Multimodal imaging relies on optimal integration of complementary technologies. Magnetoencephalography (MEG) and electroencephalography (EEG) directly reflect neural changes with excellent temporal resolution. However, underlying neural substrate cannot be inferred unambiguously from MEG/EEG. In contrast, hemodynamic assessment of brain activity using functional magnetic resonance imaging (fMRI) is an excellent spatial mapping tool. However, its temporal resolution is limited as it reflects neural changes only indirectly via neurovascular coupling. Multimodal imaging draws on respective advantages of these complementary methods to determine where the neural changes are occurring during cognitive tasks, and to understand the temporal sequence ("when") of the involved neural components.
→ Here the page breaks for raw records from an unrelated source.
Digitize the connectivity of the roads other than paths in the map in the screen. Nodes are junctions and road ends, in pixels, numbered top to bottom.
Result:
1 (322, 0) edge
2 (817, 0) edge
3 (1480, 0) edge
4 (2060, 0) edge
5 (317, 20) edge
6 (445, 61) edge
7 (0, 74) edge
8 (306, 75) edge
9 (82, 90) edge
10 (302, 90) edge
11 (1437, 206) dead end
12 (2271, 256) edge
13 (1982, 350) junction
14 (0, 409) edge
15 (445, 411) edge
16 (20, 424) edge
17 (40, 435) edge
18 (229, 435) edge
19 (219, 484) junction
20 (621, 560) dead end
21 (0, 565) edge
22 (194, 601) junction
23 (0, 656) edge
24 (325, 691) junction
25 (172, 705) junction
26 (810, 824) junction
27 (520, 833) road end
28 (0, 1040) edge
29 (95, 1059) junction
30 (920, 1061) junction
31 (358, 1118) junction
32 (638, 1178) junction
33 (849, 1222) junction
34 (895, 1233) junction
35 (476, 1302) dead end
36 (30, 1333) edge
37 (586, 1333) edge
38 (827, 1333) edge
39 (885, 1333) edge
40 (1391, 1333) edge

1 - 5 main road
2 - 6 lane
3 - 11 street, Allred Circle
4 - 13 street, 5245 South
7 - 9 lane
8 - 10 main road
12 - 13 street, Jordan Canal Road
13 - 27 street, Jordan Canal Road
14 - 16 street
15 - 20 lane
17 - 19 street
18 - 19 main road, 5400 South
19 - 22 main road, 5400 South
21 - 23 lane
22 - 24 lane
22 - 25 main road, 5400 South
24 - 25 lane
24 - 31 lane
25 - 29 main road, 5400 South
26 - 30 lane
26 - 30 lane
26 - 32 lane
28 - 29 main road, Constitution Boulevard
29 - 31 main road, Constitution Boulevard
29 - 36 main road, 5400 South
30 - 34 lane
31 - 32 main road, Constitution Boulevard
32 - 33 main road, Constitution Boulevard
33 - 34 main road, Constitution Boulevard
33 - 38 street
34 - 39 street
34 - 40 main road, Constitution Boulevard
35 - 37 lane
Click on the links below for more information about our various methods!
Magnetoencephalography (MEG) is a non-invasive imaging method that records magnetic fields produced by the brain with a millisecond precision. We use a 306-channel planar dc-SQUID* Neuromag Vectorview (Electa) system located at the UCSD Radiology Imaging Lab.
SQUID stands for "superconducting quantum interference device".
Our analysis employs an anatomically-constrained MEG (aMEG) approach which combines distributed source modeling of the MEG signal with each person's cortical surface reconstructed from high-resolution MRI scans. The resulting "brain movies" are spatio-temporal maps of activity estimates across time as a function of task conditions. The data are analyzed in both time- and time-frequency domains during cognitive tasks. Spontaneous oscillations recorded during wakeful rest are analyzed with the FFT-based algorithm in a wideband frequency range.
Electroencephalography (EEG) measures electrical activity in real time and with a millisecond temporal resolution. We record EEG signals with a 64-channel actiCHamp DC Brain Vision System (Brain Products) and apply similar analysis methods as described above.
Our EEG studies take place at our lab at SDSU on Alvarado Road.